Originally Posted by LeakySeals
Originally Posted by Mad_Hatter
Originally Posted by LeakySeals
When I went to sleep last night I was a long time Virgin Mobile (Sprint prepaid) customer. When I woke up my phone had rebooted, and I was a Boost Mobile customer. So much for loyalty. Same signal, fast and strong sprint LTE. But its a downgrade, I have less high speed data for the same price. Guess its all part of some master plan.
Virgin got out of the mobile reselling business..all their customers got moved to Sprint's prepaid provider Boost. Same exact Sprint network...
Any idea how are they going to merge the networks? Will I get more coverage in remote areas? What do they plan to do with the Sprint network and the two-way channel they used years ago?
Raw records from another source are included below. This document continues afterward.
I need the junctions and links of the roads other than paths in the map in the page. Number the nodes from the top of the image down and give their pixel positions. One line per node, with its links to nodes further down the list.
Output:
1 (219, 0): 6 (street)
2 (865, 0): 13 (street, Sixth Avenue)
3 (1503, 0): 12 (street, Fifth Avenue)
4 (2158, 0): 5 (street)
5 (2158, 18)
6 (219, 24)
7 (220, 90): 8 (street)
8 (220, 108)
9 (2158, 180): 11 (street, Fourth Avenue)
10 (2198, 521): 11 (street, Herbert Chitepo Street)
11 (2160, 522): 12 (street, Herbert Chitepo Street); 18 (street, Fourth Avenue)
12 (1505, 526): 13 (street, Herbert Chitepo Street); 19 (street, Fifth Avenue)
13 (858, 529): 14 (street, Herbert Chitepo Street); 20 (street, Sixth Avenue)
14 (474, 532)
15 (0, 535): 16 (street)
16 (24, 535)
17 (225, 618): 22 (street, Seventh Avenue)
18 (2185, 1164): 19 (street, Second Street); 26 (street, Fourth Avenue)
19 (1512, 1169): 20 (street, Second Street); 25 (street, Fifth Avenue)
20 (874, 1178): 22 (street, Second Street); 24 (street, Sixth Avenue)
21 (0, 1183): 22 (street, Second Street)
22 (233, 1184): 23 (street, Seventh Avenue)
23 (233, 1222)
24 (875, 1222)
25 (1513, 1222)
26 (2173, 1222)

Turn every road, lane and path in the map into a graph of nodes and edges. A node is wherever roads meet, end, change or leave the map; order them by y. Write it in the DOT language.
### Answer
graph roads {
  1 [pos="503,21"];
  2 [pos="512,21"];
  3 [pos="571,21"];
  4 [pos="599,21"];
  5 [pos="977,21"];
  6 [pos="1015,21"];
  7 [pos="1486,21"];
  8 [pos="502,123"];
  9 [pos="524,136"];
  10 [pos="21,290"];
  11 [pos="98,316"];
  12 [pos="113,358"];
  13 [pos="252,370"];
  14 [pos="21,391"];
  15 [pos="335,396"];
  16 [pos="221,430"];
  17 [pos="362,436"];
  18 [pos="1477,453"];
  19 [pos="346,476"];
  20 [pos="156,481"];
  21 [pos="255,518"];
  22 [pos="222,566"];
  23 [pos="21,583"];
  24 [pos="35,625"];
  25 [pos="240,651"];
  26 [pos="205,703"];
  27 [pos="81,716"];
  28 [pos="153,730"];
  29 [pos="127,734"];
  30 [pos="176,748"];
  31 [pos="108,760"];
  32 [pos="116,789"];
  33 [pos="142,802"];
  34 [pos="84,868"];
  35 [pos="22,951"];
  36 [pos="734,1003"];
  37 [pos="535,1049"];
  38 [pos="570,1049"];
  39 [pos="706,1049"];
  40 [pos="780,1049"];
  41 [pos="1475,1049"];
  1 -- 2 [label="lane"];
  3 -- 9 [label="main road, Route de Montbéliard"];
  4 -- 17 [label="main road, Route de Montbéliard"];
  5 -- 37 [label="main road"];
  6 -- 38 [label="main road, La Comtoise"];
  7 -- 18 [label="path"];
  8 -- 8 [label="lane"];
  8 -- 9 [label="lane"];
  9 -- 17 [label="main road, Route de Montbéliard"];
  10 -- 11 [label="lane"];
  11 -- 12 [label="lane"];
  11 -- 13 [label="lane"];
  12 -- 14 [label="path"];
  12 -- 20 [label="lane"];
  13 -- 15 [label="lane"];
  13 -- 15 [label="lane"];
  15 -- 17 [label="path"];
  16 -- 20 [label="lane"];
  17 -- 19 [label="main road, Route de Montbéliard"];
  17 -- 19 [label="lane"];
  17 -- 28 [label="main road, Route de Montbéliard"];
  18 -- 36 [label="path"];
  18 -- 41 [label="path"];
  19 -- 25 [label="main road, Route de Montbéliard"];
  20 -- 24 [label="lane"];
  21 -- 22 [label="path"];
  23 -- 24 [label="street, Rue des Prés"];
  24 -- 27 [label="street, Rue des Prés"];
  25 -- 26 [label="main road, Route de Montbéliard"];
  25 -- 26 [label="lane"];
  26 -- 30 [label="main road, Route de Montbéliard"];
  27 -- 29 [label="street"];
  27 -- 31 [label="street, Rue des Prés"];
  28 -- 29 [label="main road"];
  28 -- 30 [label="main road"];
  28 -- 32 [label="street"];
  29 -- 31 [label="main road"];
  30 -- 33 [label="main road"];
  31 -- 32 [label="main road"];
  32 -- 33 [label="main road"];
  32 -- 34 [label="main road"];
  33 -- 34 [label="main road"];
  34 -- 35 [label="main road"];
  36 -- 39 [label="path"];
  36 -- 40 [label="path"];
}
Sprint has pretty much abandoned push to talk. I believe it still uses it's PCS for push to talk in some markets but it no longer uses the older iDEN technology it got from it's merger w/NEXTEL. I think at this point Sprint has it in use just enough to hang on to the trademark, so nobody can claim it's abandoned and take it for their own. The Sprint/NEXTEL merger was a horrible deal..it became too expensive for Sprint to maintain 2 push to talk networks - iDEN and PCS. Fortunately many Sprint phones are both CDMA and GSM compliant, so switching isn't going to be a problem for most Sprint subscribers. I have a GSM/CDMA phone for example. If you use a SIM card you in all likelihood use GSM or at least have GSM capability. In theory with GSM you simply take the SIM card out and pop it into another phone of your choosing, this is the advantage of GSM over CDMA.. you're not tied to phones of the carriers choosing. So from the consumers standpoint, this merger will open up a lot of new phones to be used.